__Assignment__: The answer should be each line of the records that contains the word "Wagner"; please copy them all.

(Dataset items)
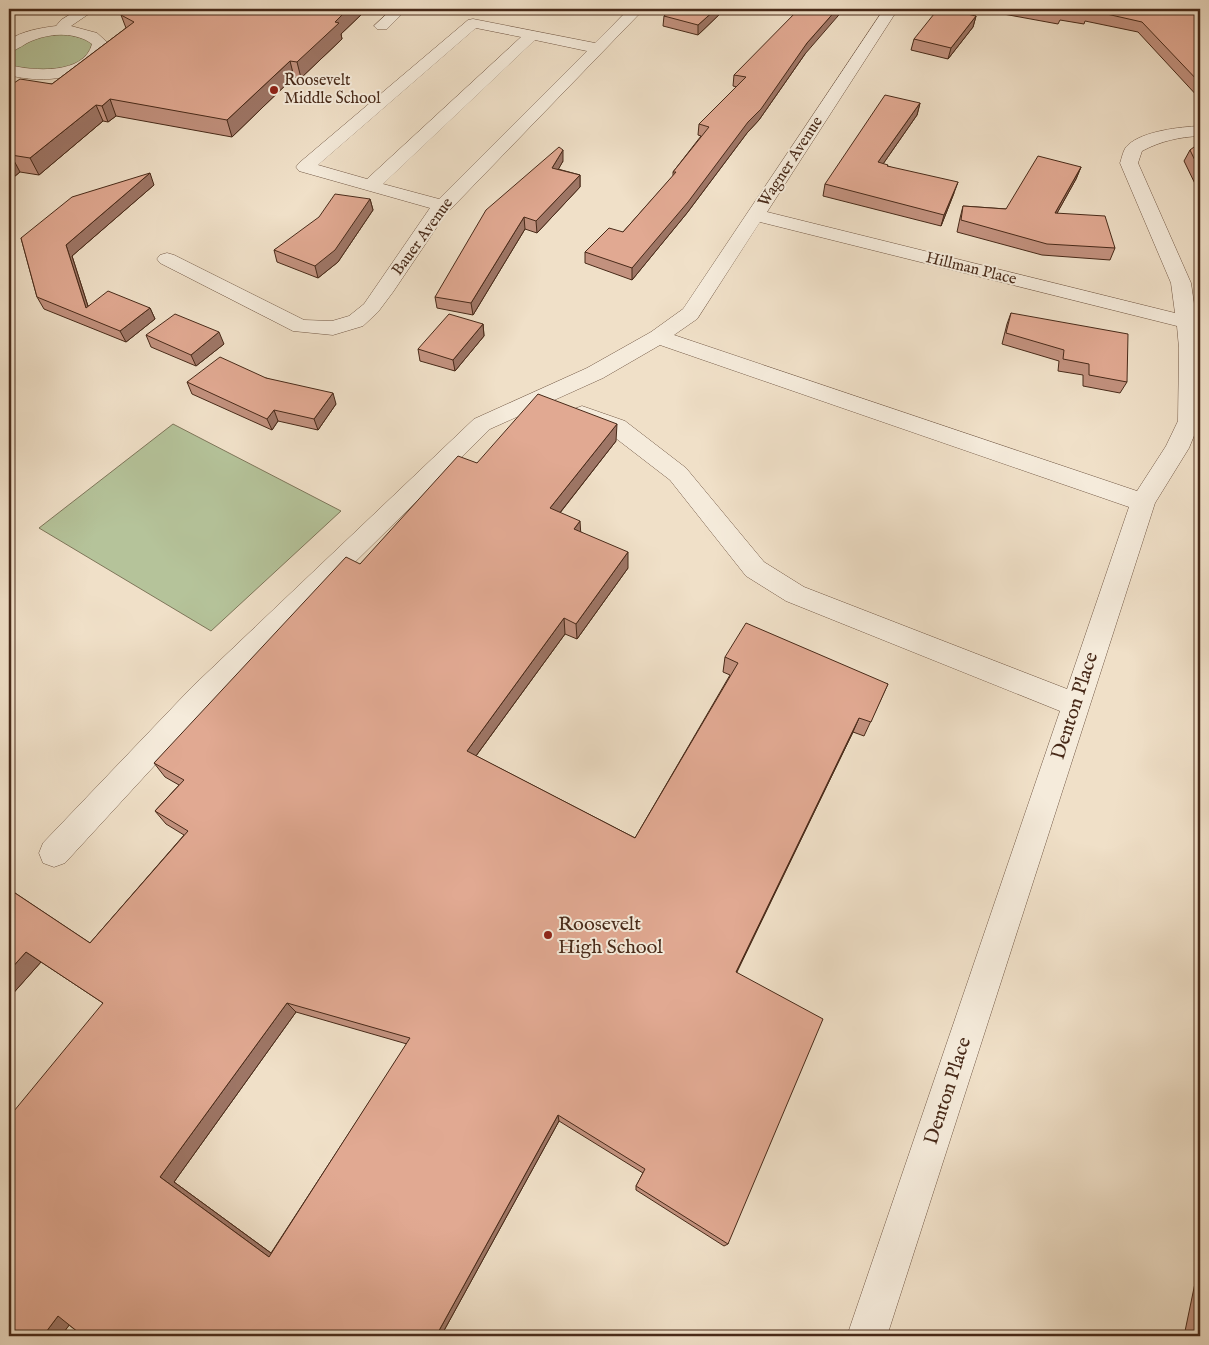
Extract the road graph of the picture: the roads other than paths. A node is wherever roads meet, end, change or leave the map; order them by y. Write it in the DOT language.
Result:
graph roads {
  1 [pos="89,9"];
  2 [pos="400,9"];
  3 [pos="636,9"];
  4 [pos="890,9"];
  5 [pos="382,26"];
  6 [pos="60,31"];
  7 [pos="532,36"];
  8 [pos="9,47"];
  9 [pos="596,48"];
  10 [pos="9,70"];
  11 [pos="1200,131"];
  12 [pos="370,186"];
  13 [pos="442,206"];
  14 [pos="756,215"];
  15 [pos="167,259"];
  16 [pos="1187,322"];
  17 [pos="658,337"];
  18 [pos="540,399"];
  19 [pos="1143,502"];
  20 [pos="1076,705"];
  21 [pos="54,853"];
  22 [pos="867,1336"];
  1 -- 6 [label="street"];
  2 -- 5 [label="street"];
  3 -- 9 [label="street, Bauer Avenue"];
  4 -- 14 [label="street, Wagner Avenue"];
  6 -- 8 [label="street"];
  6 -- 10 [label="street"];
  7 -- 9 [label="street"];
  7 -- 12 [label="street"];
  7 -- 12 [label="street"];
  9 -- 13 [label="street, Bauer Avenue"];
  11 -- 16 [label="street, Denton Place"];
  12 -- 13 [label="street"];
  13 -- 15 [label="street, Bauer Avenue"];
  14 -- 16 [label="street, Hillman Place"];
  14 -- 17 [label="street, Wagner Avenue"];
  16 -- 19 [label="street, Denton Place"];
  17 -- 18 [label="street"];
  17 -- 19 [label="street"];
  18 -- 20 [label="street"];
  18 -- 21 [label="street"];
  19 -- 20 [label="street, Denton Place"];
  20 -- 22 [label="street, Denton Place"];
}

==

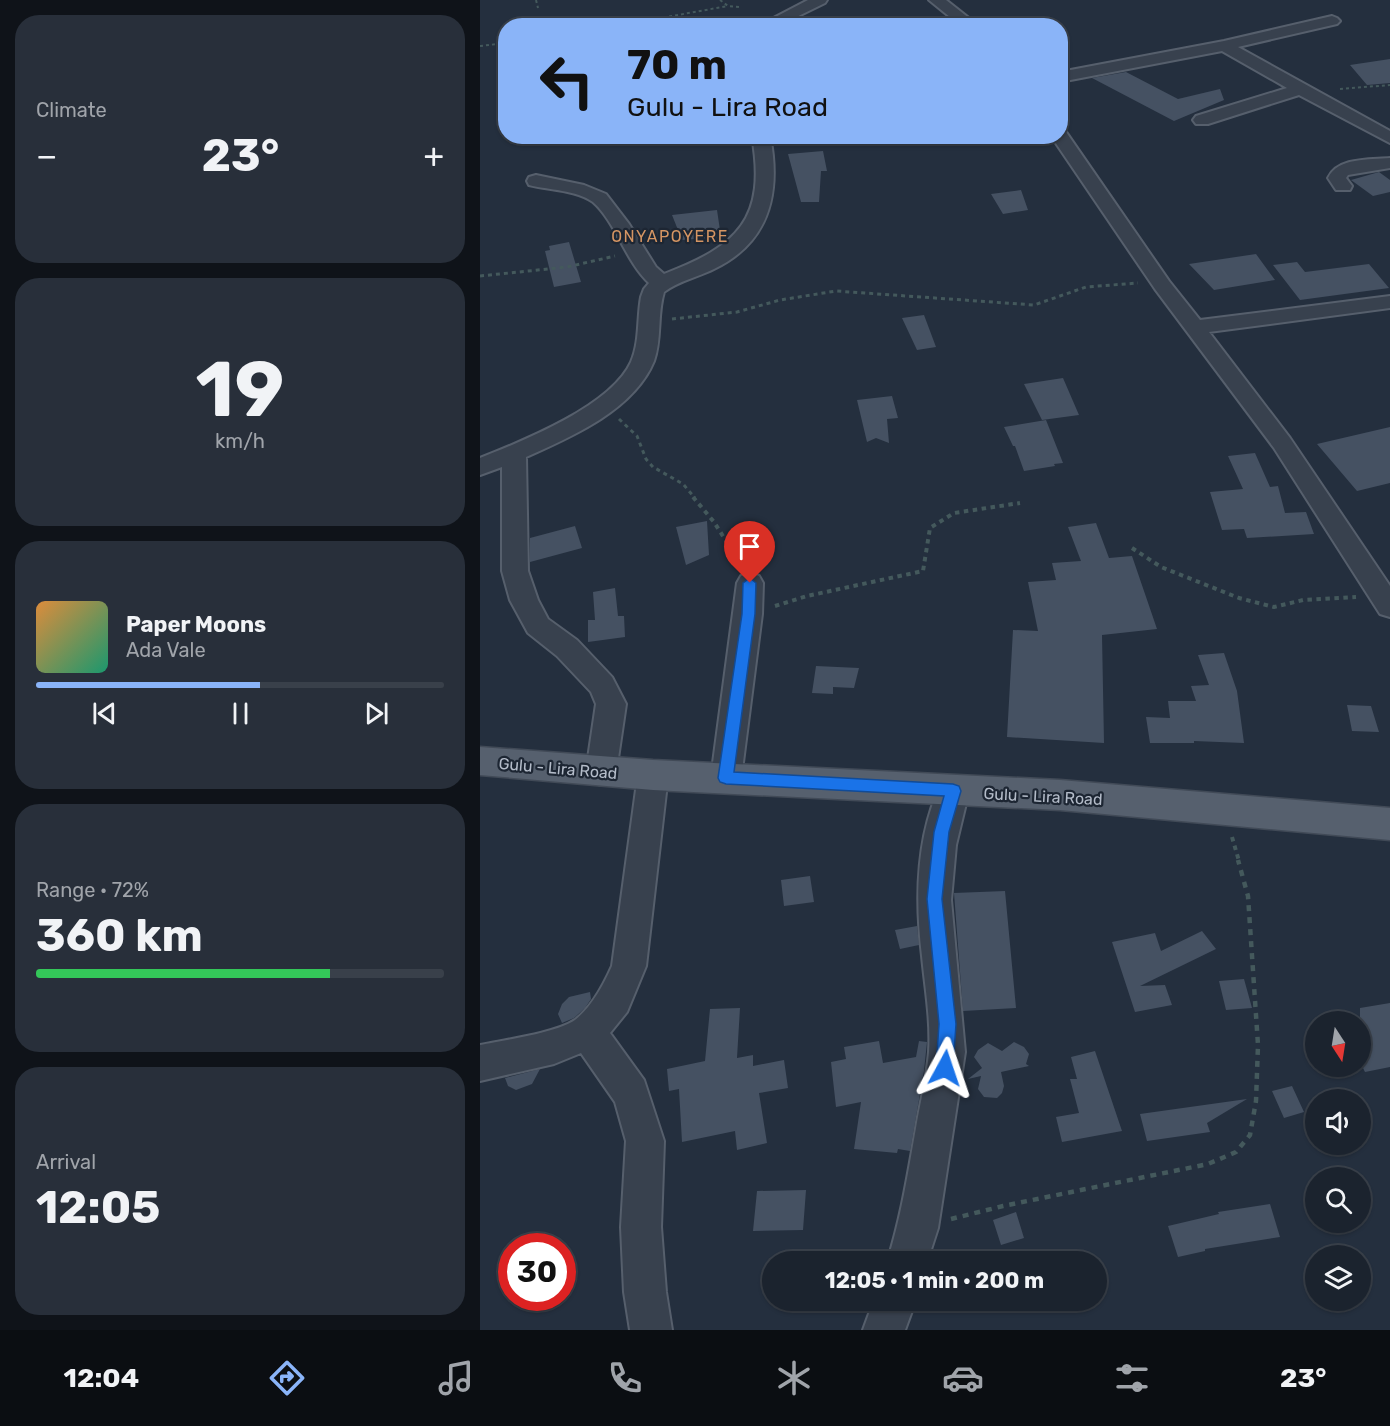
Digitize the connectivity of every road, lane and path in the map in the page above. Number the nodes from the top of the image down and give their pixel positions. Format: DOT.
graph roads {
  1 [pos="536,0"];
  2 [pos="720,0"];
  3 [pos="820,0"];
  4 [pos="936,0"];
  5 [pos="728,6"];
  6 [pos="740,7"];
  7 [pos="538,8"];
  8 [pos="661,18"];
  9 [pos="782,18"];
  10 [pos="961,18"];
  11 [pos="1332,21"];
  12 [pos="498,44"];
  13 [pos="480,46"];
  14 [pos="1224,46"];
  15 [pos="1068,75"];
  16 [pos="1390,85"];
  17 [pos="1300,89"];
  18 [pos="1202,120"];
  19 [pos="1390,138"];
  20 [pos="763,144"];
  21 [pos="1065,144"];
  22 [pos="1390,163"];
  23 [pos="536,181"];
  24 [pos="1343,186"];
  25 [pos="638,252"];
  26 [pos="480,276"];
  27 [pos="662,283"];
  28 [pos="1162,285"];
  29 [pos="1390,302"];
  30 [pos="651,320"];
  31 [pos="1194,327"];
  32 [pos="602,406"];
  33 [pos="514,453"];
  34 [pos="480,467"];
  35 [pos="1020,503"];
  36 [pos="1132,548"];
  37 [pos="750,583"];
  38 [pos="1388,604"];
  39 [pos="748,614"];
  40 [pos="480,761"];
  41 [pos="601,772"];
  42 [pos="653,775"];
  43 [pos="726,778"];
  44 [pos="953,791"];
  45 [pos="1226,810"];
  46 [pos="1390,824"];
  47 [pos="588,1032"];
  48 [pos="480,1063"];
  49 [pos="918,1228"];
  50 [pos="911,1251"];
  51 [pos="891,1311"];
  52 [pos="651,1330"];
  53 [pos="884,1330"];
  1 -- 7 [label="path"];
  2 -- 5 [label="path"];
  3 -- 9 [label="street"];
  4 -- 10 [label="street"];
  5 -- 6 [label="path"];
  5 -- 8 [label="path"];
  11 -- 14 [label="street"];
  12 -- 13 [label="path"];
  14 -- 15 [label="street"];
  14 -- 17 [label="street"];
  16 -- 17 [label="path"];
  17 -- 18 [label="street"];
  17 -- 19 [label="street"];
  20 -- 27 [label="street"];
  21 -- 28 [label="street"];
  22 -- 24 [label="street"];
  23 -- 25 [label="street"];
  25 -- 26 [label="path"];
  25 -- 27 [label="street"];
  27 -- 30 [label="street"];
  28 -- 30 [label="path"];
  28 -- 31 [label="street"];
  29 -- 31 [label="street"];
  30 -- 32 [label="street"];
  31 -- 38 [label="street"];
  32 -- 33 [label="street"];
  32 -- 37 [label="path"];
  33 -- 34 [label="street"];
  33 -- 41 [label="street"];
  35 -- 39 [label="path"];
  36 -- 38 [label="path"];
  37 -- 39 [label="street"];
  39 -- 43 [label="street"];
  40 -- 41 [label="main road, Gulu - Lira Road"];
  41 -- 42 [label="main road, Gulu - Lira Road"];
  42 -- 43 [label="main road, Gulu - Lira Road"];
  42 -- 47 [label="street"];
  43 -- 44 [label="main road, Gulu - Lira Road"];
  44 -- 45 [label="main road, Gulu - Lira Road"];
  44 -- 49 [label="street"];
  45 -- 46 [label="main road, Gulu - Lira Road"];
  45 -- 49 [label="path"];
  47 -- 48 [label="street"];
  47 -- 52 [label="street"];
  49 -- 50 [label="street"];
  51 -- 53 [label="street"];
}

__Answer box__:
  4 -- 14 [label="street, Wagner Avenue"];
  14 -- 17 [label="street, Wagner Avenue"];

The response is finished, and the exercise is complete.